怒ったり泣いたりする、コロコロと変わるあの表情を見ていると楽しかったのに、オレはそれを消してしまった。
「ここ・・・ここが≪ソ・パルボクククス≫よ・・・・・」
倒れ込むようにしてハニは店のドアを開けた。
「いらっしゃいませ~・・・ハニじゃないか・・それにスンジョ君と・・・そちらのお嬢さんは?」
「ここハニのお父さんの店なの?」
「何だ、ペク・スンジョと・・・シェフ、ペク・スンジョの婚約者ですよ。」
「こ・・・婚約者・・・・・」
おじさんの驚いた顔に、オレは頭を下げるしかなかった。
おじさんはオレが見合いをした事も知らないし、ハニが何も話をしていない事も判っていた。

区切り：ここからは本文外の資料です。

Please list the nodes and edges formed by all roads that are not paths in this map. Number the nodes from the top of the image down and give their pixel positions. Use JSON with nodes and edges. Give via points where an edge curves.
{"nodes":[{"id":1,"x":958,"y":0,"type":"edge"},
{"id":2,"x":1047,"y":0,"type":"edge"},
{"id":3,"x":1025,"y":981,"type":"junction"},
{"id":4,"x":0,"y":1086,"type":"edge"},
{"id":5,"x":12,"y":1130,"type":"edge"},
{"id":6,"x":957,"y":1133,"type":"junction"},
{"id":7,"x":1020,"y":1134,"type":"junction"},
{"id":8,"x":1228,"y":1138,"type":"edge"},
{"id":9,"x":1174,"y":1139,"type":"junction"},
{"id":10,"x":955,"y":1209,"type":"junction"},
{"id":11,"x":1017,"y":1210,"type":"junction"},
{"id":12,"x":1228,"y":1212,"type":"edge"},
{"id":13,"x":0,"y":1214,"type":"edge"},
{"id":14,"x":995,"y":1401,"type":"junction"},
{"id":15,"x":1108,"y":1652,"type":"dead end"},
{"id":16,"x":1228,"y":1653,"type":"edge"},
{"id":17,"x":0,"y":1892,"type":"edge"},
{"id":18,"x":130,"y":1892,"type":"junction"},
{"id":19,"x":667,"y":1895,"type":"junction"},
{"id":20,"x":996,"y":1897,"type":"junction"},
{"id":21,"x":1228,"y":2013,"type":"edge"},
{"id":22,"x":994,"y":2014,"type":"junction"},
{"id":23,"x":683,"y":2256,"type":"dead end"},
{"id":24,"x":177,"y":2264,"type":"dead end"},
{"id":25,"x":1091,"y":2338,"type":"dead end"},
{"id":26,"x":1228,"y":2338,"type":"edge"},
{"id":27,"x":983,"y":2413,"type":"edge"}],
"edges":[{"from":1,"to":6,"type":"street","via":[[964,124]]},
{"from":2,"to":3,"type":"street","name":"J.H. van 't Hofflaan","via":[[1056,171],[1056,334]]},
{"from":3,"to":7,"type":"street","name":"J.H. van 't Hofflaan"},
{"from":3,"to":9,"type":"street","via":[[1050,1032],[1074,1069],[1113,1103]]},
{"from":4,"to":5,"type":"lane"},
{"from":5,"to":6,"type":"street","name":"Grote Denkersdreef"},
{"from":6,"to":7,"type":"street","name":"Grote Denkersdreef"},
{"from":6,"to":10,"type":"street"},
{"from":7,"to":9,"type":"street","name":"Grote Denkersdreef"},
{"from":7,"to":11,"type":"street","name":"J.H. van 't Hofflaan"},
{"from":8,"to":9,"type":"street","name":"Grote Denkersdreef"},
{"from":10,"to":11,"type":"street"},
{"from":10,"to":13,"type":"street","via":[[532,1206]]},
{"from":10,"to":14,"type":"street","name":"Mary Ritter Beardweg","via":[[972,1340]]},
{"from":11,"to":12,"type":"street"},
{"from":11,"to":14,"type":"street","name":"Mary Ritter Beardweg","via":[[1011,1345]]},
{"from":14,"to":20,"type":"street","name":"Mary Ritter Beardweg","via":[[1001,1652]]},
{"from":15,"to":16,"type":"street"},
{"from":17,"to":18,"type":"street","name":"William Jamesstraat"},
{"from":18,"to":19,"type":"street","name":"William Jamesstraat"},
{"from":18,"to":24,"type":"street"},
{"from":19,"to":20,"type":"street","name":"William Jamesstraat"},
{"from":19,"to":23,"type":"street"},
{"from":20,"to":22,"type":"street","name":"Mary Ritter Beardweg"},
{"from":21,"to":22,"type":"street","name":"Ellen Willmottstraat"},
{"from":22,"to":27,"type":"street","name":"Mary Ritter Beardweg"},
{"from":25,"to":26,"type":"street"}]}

おじさんはハニがオレの事を好きだと知っているから、ハニは言わなかったのだろう。
前に家を出て行った時も、オレに片想いをしているハニが不憫だと思って家を出たのだから。
あの時のオレは、ハニに全く気のない振りをしていたから。
でも、ヘラと見合いをしてからは気のない振りをすることが辛くなっていた。
ハニがオレを見ている。
目を合わせなくてもその視線が、温かくて心地よく感じる。
スンジョのその想いを遮るように、ヘラの冷たい言葉がハニの温かい視線を止めた。
「そんなにスンジョを穴が開くほど見ないでよ。彼が食べにくそうにしているでしょ・・・・」
ヘラが、ニッコリと冷たく微笑んで、スンジョの口に麺を食べさせようと近くに持っていた。
それを無視することも出来ず口を開けるが、麺を噛んでも喉を通らず飲み込むようにして食べた。
この日の夜にギドンが帰って来て、ハニとこれからの事を話していた事をスンジョは知らなかった。